→ Work order
Whatever lines the data contains, output all of them unchanged.
Data for review Start Marker
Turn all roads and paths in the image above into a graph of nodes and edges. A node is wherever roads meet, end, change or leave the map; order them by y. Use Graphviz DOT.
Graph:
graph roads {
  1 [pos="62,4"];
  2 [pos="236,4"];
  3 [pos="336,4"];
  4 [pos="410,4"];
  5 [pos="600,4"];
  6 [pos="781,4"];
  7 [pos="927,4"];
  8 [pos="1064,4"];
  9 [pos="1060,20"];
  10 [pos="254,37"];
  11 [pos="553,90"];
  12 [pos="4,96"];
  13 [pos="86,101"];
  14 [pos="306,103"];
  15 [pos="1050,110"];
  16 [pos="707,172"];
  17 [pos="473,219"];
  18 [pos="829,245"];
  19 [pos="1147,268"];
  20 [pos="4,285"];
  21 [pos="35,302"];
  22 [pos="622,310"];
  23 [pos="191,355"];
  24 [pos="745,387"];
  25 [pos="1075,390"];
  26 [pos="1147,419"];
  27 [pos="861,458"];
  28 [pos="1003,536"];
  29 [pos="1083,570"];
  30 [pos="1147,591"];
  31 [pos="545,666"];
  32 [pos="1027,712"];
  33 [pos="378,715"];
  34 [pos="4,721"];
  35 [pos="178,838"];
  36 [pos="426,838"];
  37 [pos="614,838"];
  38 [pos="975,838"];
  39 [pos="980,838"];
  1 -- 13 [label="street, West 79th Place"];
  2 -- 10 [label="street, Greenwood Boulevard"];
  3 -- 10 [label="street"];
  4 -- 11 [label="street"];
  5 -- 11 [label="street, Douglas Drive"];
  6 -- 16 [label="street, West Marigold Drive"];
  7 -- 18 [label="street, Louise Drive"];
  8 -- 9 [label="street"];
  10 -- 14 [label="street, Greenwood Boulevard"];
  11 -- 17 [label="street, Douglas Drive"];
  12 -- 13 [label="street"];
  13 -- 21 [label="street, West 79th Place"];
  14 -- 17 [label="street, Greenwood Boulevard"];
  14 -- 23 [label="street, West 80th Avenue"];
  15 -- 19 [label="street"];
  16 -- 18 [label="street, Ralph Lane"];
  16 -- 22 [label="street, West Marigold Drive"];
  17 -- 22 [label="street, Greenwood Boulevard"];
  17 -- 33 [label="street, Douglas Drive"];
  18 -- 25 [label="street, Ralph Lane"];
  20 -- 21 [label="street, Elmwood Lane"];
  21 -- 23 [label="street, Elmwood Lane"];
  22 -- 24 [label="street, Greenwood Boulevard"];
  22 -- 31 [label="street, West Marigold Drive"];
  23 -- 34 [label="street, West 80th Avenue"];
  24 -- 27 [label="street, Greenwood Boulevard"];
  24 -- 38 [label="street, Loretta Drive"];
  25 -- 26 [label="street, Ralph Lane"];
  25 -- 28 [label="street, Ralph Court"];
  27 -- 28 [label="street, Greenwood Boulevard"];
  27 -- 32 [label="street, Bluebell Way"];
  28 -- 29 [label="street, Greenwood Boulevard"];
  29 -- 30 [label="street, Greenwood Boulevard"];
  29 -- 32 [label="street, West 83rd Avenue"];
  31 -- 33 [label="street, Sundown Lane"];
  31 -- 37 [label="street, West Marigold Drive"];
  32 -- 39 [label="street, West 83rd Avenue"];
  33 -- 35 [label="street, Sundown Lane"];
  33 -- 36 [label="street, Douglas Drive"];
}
Data for review End Marker
→ Reply to the exercise
Turn all roads and paths in the image above into a graph of nodes and edges. A node is wherever roads meet, end, change or leave the map; order them by y. Use Graphviz DOT.
Graph:
graph roads {
  1 [pos="62,4"];
  2 [pos="236,4"];
  3 [pos="336,4"];
  4 [pos="410,4"];
  5 [pos="600,4"];
  6 [pos="781,4"];
  7 [pos="927,4"];
  8 [pos="1064,4"];
  9 [pos="1060,20"];
  10 [pos="254,37"];
  11 [pos="553,90"];
  12 [pos="4,96"];
  13 [pos="86,101"];
  14 [pos="306,103"];
  15 [pos="1050,110"];
  16 [pos="707,172"];
  17 [pos="473,219"];
  18 [pos="829,245"];
  19 [pos="1147,268"];
  20 [pos="4,285"];
  21 [pos="35,302"];
  22 [pos="622,310"];
  23 [pos="191,355"];
  24 [pos="745,387"];
  25 [pos="1075,390"];
  26 [pos="1147,419"];
  27 [pos="861,458"];
  28 [pos="1003,536"];
  29 [pos="1083,570"];
  30 [pos="1147,591"];
  31 [pos="545,666"];
  32 [pos="1027,712"];
  33 [pos="378,715"];
  34 [pos="4,721"];
  35 [pos="178,838"];
  36 [pos="426,838"];
  37 [pos="614,838"];
  38 [pos="975,838"];
  39 [pos="980,838"];
  1 -- 13 [label="street, West 79th Place"];
  2 -- 10 [label="street, Greenwood Boulevard"];
  3 -- 10 [label="street"];
  4 -- 11 [label="street"];
  5 -- 11 [label="street, Douglas Drive"];
  6 -- 16 [label="street, West Marigold Drive"];
  7 -- 18 [label="street, Louise Drive"];
  8 -- 9 [label="street"];
  10 -- 14 [label="street, Greenwood Boulevard"];
  11 -- 17 [label="street, Douglas Drive"];
  12 -- 13 [label="street"];
  13 -- 21 [label="street, West 79th Place"];
  14 -- 17 [label="street, Greenwood Boulevard"];
  14 -- 23 [label="street, West 80th Avenue"];
  15 -- 19 [label="street"];
  16 -- 18 [label="street, Ralph Lane"];
  16 -- 22 [label="street, West Marigold Drive"];
  17 -- 22 [label="street, Greenwood Boulevard"];
  17 -- 33 [label="street, Douglas Drive"];
  18 -- 25 [label="street, Ralph Lane"];
  20 -- 21 [label="street, Elmwood Lane"];
  21 -- 23 [label="street, Elmwood Lane"];
  22 -- 24 [label="street, Greenwood Boulevard"];
  22 -- 31 [label="street, West Marigold Drive"];
  23 -- 34 [label="street, West 80th Avenue"];
  24 -- 27 [label="street, Greenwood Boulevard"];
  24 -- 38 [label="street, Loretta Drive"];
  25 -- 26 [label="street, Ralph Lane"];
  25 -- 28 [label="street, Ralph Court"];
  27 -- 28 [label="street, Greenwood Boulevard"];
  27 -- 32 [label="street, Bluebell Way"];
  28 -- 29 [label="street, Greenwood Boulevard"];
  29 -- 30 [label="street, Greenwood Boulevard"];
  29 -- 32 [label="street, West 83rd Avenue"];
  31 -- 33 [label="street, Sundown Lane"];
  31 -- 37 [label="street, West Marigold Drive"];
  32 -- 39 [label="street, West 83rd Avenue"];
  33 -- 35 [label="street, Sundown Lane"];
  33 -- 36 [label="street, Douglas Drive"];
}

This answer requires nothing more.